As in so many things in America, this is tied into housing, which itself is tied into schooling. The two income trap, in Warren's telling, arises out of the perceived need to be in a good school district. Because everyone is competing for a spot in the neighborhood, the home values in places with good school districts skyrocket; the parents then get into debt to buy the right house; both parents then have no choice but to work to pay off the debt.
And the two-income trap becomes self-fulfilling: If the child's mother is in the home, she can monitor and counterbalance potential bad influences at school. If the child has to spend all his time in school and pre-school and post-school activities and the parents can only oversee the activities from a distance, then it becomes vitally important that those environments be free of bad influences. This makes it vitally important to buy the right house, tightening the noose.
To some extent, The Two Income Trap is only a partial analysis: the phenomenon is much harder on the upper-middle-class than the broad expanse of American families. But, still, it highlights many of the defining features of American life today: the nagging feeling of having to run harder to stay in the same place; fears related to education, social mobility, and the maintenance of "middle class" status.

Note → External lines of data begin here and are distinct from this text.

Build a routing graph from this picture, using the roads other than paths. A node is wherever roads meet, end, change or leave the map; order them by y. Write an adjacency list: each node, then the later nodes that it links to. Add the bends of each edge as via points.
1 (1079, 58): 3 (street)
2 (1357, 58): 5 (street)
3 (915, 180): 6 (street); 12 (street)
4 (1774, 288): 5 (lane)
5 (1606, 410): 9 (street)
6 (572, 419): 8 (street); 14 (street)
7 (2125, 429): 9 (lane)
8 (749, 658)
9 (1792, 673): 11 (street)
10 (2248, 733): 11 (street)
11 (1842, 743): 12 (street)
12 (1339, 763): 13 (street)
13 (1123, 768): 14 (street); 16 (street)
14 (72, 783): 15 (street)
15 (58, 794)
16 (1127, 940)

What to do to break this trap?
The first obvious answer, it seems to me, is to burn the schools. We hear a lot of rhetoric against "school choice" and "markets" in education. But the simple fact of the matter is that there is already "school choice" and "markets" in K-12 education in America; the only difference is that the "choice" occurs through the real estate market, via the public school catchment system. Better-off parents can exercise school choice by buying houses in the right district. There is "school choice" — for the rich.
This entire awful system has to go, and it remains one of the deep mysteries of American politics why the left, the supposed advocate of the Little Guy, is the most vehement force standing against change in this area, and agitating for the maintenance of the intergenerational transmission of privilege.

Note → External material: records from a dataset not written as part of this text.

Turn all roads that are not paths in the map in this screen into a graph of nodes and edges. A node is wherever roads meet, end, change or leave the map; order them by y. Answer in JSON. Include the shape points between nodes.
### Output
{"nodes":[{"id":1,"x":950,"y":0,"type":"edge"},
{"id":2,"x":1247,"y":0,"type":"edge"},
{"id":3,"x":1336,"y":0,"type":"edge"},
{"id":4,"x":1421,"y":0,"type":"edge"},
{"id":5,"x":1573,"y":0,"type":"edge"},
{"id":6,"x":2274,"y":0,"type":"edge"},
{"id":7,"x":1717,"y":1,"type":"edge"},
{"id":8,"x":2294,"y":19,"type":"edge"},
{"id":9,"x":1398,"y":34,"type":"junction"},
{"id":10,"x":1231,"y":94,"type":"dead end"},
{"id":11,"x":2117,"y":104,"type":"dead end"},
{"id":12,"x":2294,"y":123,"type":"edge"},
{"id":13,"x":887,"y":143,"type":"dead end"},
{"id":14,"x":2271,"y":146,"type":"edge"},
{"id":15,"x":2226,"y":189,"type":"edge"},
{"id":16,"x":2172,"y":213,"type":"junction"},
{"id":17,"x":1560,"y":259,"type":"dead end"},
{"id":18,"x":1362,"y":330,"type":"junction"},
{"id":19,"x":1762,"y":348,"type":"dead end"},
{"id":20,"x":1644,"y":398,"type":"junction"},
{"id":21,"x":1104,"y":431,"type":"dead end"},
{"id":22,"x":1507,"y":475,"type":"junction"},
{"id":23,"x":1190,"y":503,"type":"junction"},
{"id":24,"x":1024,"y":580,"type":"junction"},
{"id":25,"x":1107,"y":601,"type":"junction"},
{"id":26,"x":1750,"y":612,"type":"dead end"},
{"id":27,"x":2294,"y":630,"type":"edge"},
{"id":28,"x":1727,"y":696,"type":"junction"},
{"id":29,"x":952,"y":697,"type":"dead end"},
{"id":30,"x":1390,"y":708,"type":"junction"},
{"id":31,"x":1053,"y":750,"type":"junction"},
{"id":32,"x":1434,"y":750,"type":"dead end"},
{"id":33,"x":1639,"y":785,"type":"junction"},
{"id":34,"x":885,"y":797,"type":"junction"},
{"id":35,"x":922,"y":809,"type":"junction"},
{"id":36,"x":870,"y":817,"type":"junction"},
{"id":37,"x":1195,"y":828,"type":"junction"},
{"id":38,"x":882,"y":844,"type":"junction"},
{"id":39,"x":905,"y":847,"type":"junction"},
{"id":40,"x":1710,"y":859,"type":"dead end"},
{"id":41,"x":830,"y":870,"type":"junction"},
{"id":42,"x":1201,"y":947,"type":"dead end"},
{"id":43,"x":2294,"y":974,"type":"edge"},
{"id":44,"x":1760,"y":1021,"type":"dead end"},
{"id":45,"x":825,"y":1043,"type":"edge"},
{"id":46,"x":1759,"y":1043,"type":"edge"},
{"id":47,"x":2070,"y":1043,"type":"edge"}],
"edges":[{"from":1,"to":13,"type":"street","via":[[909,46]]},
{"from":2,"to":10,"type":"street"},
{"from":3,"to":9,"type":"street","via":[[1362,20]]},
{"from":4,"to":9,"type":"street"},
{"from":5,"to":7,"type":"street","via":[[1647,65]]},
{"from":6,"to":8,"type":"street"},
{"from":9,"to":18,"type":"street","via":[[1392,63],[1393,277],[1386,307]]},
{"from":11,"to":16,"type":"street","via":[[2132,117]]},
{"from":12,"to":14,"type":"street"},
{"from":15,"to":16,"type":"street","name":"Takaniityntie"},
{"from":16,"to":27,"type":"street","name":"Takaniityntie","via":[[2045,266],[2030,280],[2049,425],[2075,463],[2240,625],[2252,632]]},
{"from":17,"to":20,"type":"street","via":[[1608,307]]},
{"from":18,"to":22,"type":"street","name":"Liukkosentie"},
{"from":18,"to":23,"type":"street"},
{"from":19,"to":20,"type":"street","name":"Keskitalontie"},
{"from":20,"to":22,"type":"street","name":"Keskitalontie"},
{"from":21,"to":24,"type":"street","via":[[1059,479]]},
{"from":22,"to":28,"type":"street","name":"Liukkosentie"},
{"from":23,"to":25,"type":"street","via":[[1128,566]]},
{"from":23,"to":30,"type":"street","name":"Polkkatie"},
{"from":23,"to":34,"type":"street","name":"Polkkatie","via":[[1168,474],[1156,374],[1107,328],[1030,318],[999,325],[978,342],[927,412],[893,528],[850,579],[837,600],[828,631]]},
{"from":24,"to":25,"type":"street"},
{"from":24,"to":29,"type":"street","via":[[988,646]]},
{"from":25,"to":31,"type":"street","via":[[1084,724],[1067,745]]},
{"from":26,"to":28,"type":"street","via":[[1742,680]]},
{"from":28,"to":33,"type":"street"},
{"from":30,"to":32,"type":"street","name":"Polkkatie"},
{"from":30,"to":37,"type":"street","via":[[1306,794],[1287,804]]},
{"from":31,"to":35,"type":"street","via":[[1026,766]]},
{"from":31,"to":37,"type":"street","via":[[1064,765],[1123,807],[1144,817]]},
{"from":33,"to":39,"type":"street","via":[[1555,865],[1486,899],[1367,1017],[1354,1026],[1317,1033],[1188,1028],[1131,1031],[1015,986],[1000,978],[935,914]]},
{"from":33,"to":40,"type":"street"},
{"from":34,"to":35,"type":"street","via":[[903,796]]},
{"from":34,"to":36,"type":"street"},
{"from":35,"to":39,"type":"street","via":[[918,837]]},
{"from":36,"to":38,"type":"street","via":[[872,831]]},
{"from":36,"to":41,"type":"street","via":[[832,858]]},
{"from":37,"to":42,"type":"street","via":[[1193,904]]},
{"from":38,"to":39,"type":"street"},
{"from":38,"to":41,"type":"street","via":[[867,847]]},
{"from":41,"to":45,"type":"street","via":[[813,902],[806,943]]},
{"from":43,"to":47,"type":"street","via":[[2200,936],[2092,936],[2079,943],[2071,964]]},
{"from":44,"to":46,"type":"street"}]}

Every family in America should have a K-12 spending account, allowing them to spend the money on school, and on para-school activities. A mere "voucher" would not incentivize schools to cut costs, and in the era of Khan Academy, it makes little sense to mandate that K-12 education happen in "schools" as we currently conceive of them. What counts as "para-school activities" should be regulated at the state and local level to allow for as much experimentation as possible. The accounts of children with disabilities and/or low socio-economic status should be topped up, so that education startups will compete for them. Extended families as well as non-profits should be able to contribute to K-12 spending accounts (we can imagine everything from churches where the better-off families direct their tithes to the education of the less well-off members of the church, to online crowd-funding campaigns allowing a 12-year-old girl-genius to go study at MIT for a semester). This would kneecap the entire sorry system.

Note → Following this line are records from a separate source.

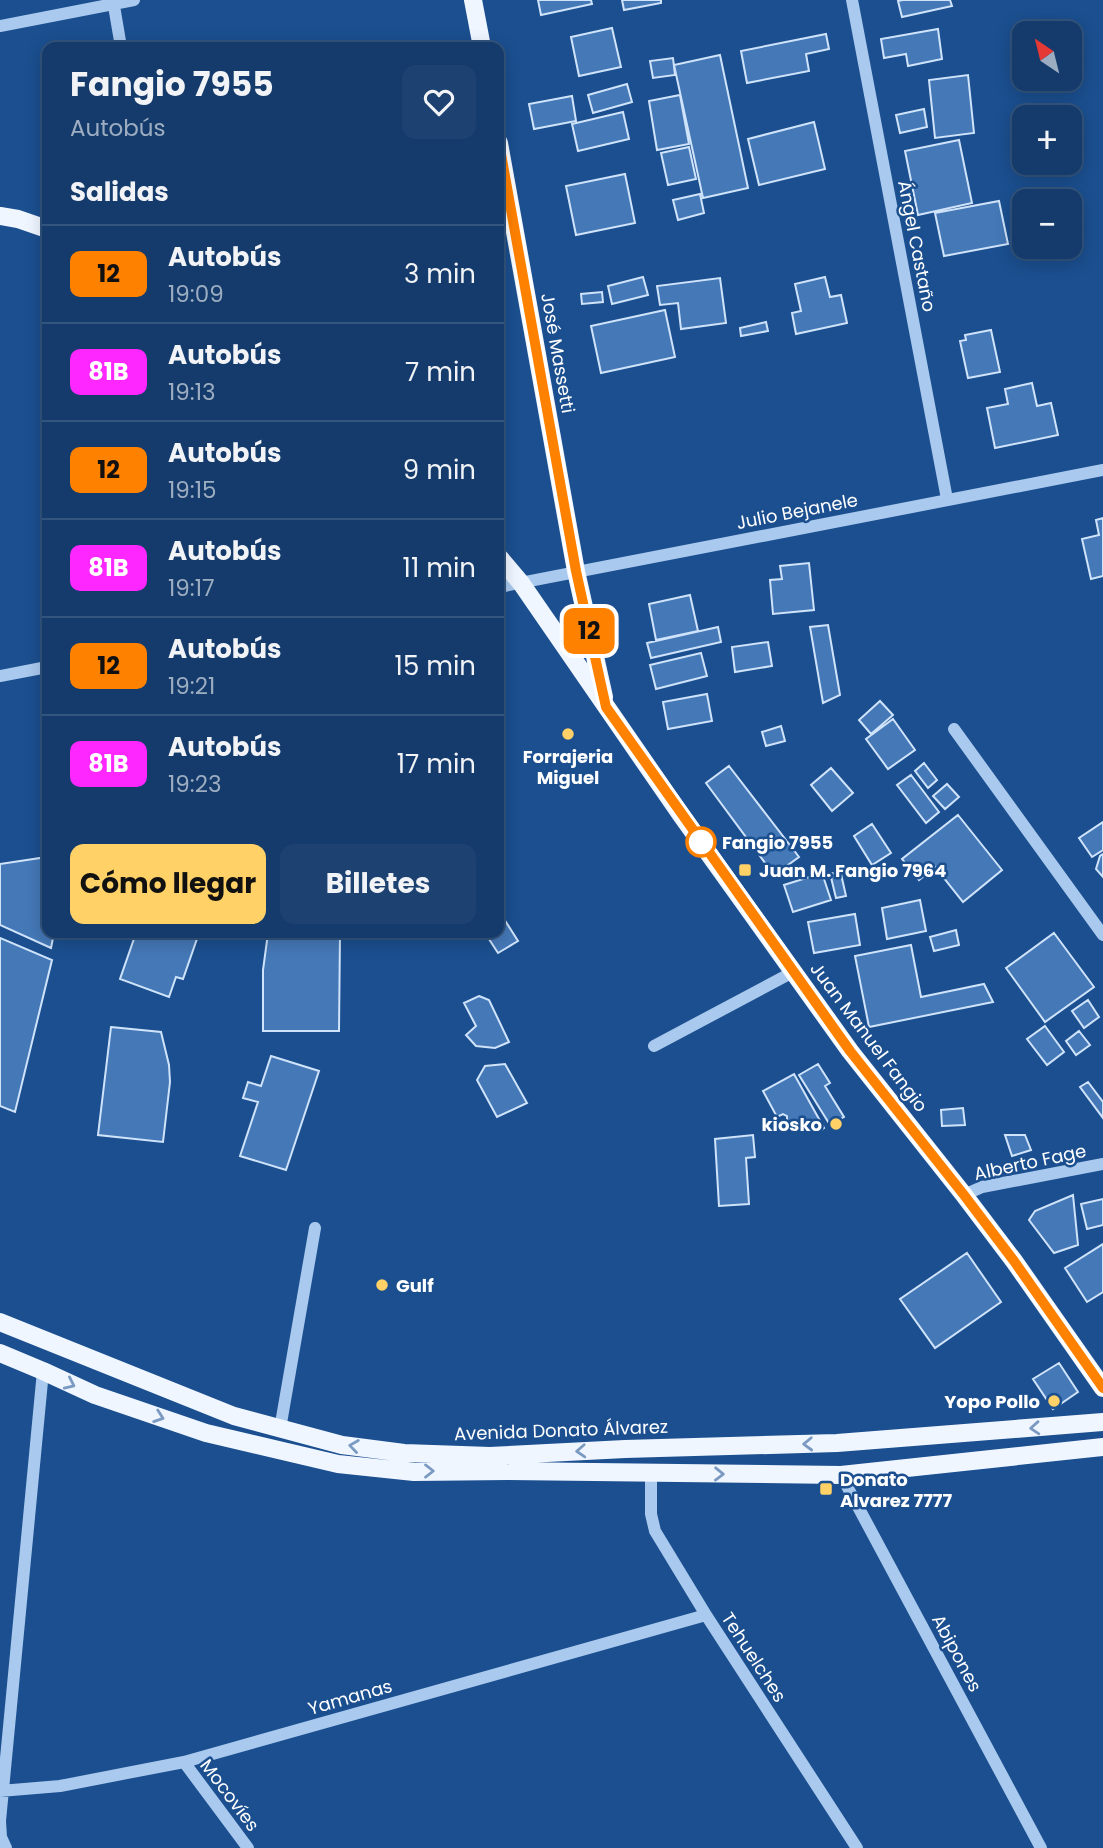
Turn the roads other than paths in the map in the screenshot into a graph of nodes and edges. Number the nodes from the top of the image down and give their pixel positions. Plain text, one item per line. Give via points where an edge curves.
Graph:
1 (134, 0) edge
2 (473, 0) edge
3 (852, 0) edge
4 (113, 2) edge
5 (0, 26) edge
6 (120, 42) edge
7 (481, 42) edge
8 (504, 171) edge
9 (0, 216) edge
10 (42, 227) edge
11 (1103, 470) edge
12 (947, 499) junction
13 (504, 563) edge
14 (576, 571) junction
15 (521, 583) junction
16 (504, 586) edge
17 (42, 668) edge
18 (0, 676) edge
19 (606, 707) junction
20 (954, 729) dead end
21 (1103, 935) edge
22 (793, 972) junction
23 (654, 1046) dead end
24 (1103, 1164) edge
25 (964, 1195) junction
26 (315, 1228) dead end
27 (0, 1322) edge
28 (0, 1353) edge
29 (43, 1371) junction
30 (1103, 1388) edge
31 (1103, 1422) edge
32 (280, 1429) junction
33 (1103, 1447) edge
34 (651, 1474) junction
35 (841, 1475) junction
36 (706, 1615) junction
37 (184, 1762) junction
38 (1, 1792) edge
39 (6, 1848) edge
40 (248, 1848) edge
41 (857, 1848) edge
42 (1041, 1848) edge

1 - 4 street
2 - 7 main road
3 - 12 street, Ángel Castaño
4 - 5 street
4 - 6 street
8 - 14 main road, José Massetti
9 - 10 main road
11 - 12 street, Julio Bejanele
12 - 14 street, Julio Bejanele
13 - 15 main road, Juan Manuel Fangio
14 - 15 street, Julio Bejanele
14 - 19 main road, Juan Manuel Fangio
15 - 16 street, Julio Bejanele
15 - 19 main road, Juan Manuel Fangio
17 - 18 street
19 - 22 main road, Juan Manuel Fangio
20 - 21 street
22 - 23 street
22 - 25 main road, Juan Manuel Fangio
24 - 25 street, Alberto Fage via 982,1187
25 - 30 main road, Juan Manuel Fangio
26 - 32 street
27 - 32 main road, Avenida Donato Álvarez via 234,1416
28 - 29 main road
29 -> 34 main road via 95,1395 205,1433 338,1464 414,1472
29 - 38 street
31 -> 32 main road, Avenida Donato Álvarez via 838,1443 490,1456 404,1453 342,1445
33 - 35 main road
34 -> 35 main road
34 - 36 street, Tehuelches via 655,1531
35 - 42 street, Abipones
36 - 37 street, Yamanas
36 - 41 street, Tehuelches
37 - 38 street, Yamanas via 60,1786
37 - 40 street, Mocovíes
38 - 39 street via 1,1837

The second obvious answer has to do with taxes. Since it is politically impossible to get rid of the mortgage interest tax break, it should at least be capped, to curb some of the worst incentives towards "McMansionitis." Instead, middle class families should receive an expanded child-tax credit. This is the option that allows for the most choice. An expanded child tax credit would allow some families to have both parents work full time and use the money for child care, and other families to have one parent downscale their work commitments and spend more time with the kids.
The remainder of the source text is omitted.